目前,针对某个已知的基因,设计可诱导其沉默的siRNA,通过合适的手段导入细胞或机体,使该基因表达水平下降或完全沉默,从而了解该基因的功能,是RNA干扰技术在目前最广泛的应用。同时,借助操作简便的RNA干扰技术,使得在基因组水平批量地沉默众多基因,短期内对大量基因的功能进行鉴定成为可能。Boutros等针对果蝇基因组设计了19470个不同的siRNA屏蔽果蝇培养细胞基因组内的基因,鉴定出了438个与细胞的生长变异有关的基因。Kim等则对果蝇的胚胎进行了基因组范围内的RNA干扰分析后,从5800多个基因中鉴定出在果蝇心脏形成过程中发挥重要作用的一系列编码转录因子及细胞信号蛋白的基因。这些基因的发现对于深入了解果蝇的发育生物学将起到极大的促进作用。在利用RNA干扰技术进行哺乳动物基因功能鉴定方面,目前还没有规模性鉴定基因功能的报道,大多只是对所研究的某一个基因利用RNA干扰手段了解其作用。最近Berns等和Paddison等进行的RNA干扰文库的研究工作大大促进了哺乳动物中大范围的基因功能遗传缺失研究。Berns等针对7914个人类基因建立了可表达23742个不同siRNA的RNA干扰文库,并证实了该文库的有效性;而Paddison等不但建立了可作用于9610个人类基因的RNA干扰文库,同时还建立了针对5563个小鼠基因的dsRNA表达文库。这些RNA干扰库的建立将为全面而深入地了解哺乳动物的基因功能打下坚实的基础。

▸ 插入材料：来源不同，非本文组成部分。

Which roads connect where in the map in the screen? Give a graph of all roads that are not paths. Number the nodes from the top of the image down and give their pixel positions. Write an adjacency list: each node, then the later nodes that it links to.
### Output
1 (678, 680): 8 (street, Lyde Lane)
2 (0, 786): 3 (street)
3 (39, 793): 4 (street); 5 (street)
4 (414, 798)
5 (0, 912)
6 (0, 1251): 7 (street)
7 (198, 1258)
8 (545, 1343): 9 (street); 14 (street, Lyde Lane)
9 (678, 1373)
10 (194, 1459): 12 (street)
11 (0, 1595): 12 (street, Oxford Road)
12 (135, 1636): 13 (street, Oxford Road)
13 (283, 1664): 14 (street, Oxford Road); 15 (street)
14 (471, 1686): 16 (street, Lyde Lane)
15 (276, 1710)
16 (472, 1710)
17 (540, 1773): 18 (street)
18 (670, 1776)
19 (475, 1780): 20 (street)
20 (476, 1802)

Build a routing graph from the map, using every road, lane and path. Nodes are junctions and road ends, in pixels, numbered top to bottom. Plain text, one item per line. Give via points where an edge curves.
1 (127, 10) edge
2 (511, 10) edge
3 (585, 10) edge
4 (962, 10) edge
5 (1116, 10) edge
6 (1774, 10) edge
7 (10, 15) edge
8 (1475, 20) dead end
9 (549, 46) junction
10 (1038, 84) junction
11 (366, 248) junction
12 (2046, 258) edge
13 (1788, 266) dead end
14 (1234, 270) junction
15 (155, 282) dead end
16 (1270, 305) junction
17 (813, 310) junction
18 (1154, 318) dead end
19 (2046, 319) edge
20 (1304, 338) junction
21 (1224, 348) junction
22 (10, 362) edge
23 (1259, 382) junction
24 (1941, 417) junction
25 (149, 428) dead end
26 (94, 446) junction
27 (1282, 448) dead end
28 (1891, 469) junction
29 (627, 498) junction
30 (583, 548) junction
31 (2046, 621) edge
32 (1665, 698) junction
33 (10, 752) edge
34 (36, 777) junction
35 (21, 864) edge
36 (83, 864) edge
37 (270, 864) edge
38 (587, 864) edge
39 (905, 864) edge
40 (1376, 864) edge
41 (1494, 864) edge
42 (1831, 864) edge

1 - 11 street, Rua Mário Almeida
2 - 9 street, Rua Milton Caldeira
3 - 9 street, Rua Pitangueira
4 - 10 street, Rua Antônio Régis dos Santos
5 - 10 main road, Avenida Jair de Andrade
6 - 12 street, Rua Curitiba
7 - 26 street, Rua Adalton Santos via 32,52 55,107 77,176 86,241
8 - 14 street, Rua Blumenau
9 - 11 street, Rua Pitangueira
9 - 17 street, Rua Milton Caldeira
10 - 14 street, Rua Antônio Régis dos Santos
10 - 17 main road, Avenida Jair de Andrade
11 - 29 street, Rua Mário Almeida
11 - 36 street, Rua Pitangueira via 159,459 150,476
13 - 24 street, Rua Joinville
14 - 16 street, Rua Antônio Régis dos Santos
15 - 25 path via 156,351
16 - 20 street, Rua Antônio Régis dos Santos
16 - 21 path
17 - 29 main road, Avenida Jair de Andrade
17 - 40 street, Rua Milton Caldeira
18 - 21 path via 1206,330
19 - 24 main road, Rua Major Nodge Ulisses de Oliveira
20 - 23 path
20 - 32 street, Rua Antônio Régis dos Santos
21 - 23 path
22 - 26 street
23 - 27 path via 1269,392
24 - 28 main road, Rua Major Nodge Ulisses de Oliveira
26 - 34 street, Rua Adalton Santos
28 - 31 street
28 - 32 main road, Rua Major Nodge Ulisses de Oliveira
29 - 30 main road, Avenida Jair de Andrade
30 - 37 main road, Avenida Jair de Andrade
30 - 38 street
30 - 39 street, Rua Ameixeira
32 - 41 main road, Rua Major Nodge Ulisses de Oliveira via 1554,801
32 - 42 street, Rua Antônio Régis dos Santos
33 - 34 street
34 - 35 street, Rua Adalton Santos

众多实验结果显示,利用RNA干扰技术进行功能基因组分析的巨大优势是可快速建立基因与表型之间的直接对应关系,在较短的时间内明确众多基因的功能。在动物及医学研究中,诱导RNAi的起始物多是目的基因的siRNA,主要通过化学手段体外合成或通过载体体内表达产生。可是,从目前各公司合成价格情况来看,体外合成费用很高,一对siRNA的价格在2000元(人民币)左右,而针对一个基因要想获得较高沉默效率的siRNA,至少要合成4对siRNA来比较沉默效率,这对于研究单个基因来说费用还能够接受,如果在基因组范围内研究众多基因功能则费用根本承受不起,所以这时人们都采用载体表达的方法来产生目的基因的siRNA。可是这也同样有一个问题,目前人们导入哺乳动物细胞、线虫、果蝇的表达载体,都有一个目的小片段(21-26nt)的反向重复序列结构,有时在中间还插入一段几个核苷酸的间隔序列,这就涉及多个片段的连接或者合成,所以费用同样较高,对于小片段的操作也需要一定的实验技术。这些费用上困难或者操作上的不便对于国内外资金投入很高的医学分子生物学、功能基因组学来说或许不是各自研究领域的瓶颈问题,然而对于资金投入相对较少的植物功能基因研究来讲,经费还是很多实验室不得不考虑的问题。对于植物中的RNAi技术应用,人们大多采用载体表达较长的dsRNA来达到试验目的,而dsRNA的产生是通过中间连有间隔序列的基因片段的反向连接结构表达产生的。该结构的构建涉及3个或2个片断的连接,同样,对于单个基因的研究,构建一个这样的结构不是一个难题,可是如果要象线虫或果蝇中的研究那样,在基因组范围内大批量的沉默众多基因,都通过该种方式反向连接的话,那么工作不仅量大而且繁琐,费用也较高。
发明内容
本发明针对上述领域中的空白,提供一种可用于植物RNAi研究、沉默目的基因表达的真核表达载体“正反向双启动子植物RNAi双元表达载体”,该载体能够一步插入目的序列后,即可表达产生其同源基因的dsRNA(图3),这不但可减少工作量,也极大降低了实验费用。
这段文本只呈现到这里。